UVA Today is highlighting the winners of the 2012 Leonard W. Sandridge Outstanding Contribution Awards, the highest U.Va. honor staff receive for their dedicated service to the University. Today: Dea Mahanes of U.Va.'s Health System. To see all of the stories, click here.
May 18, 2012 — A nurse in the University of Virginia Health System's Nerancy Neuro Intensive Care Unit approached clinical nurse specialist Dea Mahanes with a complex question: Can we help a patient with quadriplegia – whose four limbs were all paralyzed – be present for the birth of his daughter?

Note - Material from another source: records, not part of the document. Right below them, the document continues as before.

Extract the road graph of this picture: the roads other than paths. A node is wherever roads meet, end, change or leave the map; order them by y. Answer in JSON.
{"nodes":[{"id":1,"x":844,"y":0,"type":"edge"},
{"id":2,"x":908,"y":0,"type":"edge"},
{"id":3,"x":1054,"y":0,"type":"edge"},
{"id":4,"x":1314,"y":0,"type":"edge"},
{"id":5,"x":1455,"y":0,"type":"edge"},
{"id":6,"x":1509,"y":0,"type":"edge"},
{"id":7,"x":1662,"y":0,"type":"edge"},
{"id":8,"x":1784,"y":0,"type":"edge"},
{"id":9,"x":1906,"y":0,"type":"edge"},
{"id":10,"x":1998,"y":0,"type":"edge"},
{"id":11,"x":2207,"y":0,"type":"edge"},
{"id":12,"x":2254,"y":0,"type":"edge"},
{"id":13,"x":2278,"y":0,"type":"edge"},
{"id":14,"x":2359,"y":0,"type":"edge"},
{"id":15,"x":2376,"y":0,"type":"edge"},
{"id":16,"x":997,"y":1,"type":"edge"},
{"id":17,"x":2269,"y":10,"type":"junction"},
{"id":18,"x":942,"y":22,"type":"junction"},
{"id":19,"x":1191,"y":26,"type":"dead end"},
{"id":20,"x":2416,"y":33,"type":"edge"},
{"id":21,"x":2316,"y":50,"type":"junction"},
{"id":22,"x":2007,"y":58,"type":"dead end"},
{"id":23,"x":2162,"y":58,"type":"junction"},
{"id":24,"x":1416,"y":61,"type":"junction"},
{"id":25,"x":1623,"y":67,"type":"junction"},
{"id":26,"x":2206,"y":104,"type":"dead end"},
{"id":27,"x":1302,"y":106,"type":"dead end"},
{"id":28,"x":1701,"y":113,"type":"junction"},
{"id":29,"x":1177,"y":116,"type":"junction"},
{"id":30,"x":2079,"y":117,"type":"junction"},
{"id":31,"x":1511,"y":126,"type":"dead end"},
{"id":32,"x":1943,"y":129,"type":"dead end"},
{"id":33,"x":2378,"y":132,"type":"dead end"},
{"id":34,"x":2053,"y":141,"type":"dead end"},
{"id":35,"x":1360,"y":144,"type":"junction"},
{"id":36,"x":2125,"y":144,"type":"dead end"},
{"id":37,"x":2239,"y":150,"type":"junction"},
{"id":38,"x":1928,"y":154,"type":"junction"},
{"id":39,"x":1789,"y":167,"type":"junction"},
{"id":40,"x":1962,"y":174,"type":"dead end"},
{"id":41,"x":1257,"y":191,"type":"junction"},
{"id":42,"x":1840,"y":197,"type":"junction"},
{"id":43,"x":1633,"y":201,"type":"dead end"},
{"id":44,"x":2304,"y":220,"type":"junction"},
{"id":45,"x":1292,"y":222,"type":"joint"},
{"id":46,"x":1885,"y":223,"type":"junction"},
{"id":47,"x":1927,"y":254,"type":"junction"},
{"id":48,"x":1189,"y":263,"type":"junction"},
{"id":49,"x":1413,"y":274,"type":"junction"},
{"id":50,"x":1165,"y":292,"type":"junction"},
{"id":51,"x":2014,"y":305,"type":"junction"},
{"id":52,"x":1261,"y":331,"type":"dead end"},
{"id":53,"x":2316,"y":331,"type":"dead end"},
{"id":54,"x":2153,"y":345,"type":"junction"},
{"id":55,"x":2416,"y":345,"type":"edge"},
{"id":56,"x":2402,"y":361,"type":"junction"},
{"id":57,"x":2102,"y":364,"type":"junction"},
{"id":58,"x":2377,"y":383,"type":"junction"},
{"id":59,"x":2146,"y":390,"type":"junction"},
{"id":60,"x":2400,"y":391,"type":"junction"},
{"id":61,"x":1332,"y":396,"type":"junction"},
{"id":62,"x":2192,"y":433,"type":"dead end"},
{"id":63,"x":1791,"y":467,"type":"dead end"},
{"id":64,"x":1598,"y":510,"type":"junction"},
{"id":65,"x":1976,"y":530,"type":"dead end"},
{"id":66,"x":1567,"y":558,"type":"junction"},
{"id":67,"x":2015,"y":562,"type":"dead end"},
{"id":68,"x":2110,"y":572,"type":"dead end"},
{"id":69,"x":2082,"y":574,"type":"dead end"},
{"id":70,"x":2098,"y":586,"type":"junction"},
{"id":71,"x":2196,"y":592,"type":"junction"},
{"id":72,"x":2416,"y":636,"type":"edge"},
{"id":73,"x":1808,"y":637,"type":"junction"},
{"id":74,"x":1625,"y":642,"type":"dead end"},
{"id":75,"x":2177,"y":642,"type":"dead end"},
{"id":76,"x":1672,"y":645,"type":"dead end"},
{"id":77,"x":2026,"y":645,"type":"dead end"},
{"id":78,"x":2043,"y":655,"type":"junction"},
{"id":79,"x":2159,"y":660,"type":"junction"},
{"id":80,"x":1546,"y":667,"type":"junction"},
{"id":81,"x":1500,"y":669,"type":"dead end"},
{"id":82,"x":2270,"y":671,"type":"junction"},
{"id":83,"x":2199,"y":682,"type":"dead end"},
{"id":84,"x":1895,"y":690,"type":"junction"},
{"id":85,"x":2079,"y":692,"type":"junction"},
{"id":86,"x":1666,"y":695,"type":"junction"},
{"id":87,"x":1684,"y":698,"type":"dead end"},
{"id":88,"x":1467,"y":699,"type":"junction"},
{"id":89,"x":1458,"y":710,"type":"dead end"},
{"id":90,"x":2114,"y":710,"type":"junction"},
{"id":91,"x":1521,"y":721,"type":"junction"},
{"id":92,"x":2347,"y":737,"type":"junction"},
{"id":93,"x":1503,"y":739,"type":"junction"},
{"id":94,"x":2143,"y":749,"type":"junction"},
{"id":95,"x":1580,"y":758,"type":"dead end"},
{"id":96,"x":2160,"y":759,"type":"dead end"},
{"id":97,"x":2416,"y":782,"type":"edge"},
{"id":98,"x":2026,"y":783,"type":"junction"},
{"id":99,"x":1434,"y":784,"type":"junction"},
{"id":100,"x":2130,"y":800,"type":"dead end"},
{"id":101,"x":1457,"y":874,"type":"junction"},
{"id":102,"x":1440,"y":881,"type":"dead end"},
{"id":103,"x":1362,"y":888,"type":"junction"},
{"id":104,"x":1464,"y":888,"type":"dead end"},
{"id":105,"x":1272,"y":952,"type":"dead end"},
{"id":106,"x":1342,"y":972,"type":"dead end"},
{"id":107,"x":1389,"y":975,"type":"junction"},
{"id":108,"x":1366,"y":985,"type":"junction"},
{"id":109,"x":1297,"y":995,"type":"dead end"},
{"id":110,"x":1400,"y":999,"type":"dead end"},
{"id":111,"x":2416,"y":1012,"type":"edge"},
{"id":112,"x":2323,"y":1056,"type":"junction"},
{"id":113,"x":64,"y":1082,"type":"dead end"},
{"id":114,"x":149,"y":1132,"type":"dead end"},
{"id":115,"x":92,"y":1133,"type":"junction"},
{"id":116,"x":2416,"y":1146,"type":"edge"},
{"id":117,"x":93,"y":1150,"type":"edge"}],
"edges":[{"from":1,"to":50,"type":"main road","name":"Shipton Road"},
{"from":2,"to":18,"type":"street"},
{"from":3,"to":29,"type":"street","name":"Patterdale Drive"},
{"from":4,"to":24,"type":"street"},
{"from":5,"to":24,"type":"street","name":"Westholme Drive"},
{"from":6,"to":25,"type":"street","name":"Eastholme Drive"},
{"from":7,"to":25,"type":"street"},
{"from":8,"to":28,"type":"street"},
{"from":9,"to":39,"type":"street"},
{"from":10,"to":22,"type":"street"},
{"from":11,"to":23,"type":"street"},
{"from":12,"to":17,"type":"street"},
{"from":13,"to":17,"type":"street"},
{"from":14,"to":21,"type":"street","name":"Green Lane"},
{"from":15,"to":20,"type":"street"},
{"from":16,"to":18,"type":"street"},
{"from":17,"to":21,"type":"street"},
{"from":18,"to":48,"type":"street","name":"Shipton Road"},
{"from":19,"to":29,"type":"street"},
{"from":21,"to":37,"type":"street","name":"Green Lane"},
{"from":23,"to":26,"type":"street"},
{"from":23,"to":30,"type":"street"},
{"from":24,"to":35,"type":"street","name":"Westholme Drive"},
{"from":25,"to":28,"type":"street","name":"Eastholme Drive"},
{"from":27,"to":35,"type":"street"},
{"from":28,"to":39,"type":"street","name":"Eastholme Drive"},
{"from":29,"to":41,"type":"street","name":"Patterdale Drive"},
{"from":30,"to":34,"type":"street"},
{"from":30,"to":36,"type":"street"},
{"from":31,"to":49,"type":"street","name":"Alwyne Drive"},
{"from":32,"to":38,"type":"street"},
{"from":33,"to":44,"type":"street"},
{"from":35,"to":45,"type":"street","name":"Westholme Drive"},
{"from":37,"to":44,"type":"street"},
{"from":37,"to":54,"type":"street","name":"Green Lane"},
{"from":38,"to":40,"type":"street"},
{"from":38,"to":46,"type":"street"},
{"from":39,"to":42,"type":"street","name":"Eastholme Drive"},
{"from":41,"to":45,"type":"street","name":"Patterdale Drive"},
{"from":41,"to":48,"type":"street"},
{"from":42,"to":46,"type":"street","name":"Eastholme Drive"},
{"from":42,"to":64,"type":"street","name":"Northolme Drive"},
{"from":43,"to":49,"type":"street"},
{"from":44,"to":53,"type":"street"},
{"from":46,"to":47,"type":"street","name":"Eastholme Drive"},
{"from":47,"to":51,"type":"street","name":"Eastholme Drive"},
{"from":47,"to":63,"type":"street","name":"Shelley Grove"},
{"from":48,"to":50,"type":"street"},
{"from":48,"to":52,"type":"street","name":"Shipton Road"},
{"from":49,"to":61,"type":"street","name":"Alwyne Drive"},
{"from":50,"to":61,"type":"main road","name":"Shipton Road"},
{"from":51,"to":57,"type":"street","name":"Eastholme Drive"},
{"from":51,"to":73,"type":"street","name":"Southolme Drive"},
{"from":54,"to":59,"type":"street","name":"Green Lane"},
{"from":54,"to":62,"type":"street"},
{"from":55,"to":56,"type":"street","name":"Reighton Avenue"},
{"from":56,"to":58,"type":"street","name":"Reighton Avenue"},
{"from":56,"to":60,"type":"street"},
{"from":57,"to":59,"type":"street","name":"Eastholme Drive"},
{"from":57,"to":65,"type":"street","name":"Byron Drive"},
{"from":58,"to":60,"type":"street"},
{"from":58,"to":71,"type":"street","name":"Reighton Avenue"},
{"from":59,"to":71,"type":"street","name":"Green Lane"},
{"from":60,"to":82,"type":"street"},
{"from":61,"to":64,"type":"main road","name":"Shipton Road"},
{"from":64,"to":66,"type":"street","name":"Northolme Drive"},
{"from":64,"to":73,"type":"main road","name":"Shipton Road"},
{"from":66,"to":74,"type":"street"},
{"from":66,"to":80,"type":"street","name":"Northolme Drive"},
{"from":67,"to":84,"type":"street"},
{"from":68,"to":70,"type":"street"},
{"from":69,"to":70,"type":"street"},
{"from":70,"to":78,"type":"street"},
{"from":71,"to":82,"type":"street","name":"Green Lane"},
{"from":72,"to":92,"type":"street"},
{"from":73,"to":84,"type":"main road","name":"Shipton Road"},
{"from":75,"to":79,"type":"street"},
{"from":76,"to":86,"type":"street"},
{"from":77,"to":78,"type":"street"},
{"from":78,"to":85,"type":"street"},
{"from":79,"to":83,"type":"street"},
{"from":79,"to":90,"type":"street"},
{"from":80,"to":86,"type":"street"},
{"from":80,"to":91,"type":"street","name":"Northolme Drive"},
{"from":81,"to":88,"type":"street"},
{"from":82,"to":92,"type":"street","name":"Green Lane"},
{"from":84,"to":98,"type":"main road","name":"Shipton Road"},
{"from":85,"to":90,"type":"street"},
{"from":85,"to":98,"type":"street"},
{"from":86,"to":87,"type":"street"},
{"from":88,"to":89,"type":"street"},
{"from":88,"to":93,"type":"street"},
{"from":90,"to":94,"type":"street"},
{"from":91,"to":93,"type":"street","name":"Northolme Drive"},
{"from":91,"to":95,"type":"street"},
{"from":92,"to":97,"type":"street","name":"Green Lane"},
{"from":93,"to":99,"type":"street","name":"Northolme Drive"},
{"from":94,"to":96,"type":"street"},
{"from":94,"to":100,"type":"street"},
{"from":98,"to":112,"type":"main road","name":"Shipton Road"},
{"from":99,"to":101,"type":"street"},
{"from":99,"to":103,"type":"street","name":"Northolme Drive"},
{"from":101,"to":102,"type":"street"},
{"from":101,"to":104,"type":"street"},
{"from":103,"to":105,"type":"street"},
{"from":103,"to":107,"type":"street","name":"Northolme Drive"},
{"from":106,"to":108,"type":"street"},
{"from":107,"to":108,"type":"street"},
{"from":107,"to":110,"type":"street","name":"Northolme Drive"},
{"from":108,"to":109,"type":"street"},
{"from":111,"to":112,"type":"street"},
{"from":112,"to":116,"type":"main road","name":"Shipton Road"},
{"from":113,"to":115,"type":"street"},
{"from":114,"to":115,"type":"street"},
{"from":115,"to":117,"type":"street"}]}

Mahanes assembled an interdisciplinary team that included labor and delivery nurses, an obstetrician, and infectious disease physicians to ensure the patient could safely be present to see his daughter born. After the baby was born, Mahanes worked with colleagues to modify the patient's care plan so the patient would have time to bond with his new baby.
As nurse Jennifer T. Hall wrote in her nomination of Mahanes, "Dea consistently goes above and beyond daily expectations to ensure that patients, families, team members and community partners are supported."
Mahanes is credited with being a leader and a stabilizing force in the Nerancy Neuro Intensive Care Unit, helping the unit win the first "Pride in Practice" nursing award in late 2011 for sustained excellence in patient outcomes and patient satisfaction.
"She makes us all step up the quality of our work and our work ethic; from the bedside nurse, to the therapists, social workers, chaplains and the physicians, all work harder, more effectively and more humanely when Dea is around," wrote nominator Dr. Bart Nathan, assistant medical director in the unit, who first met Mahanes 19 years ago during his residency.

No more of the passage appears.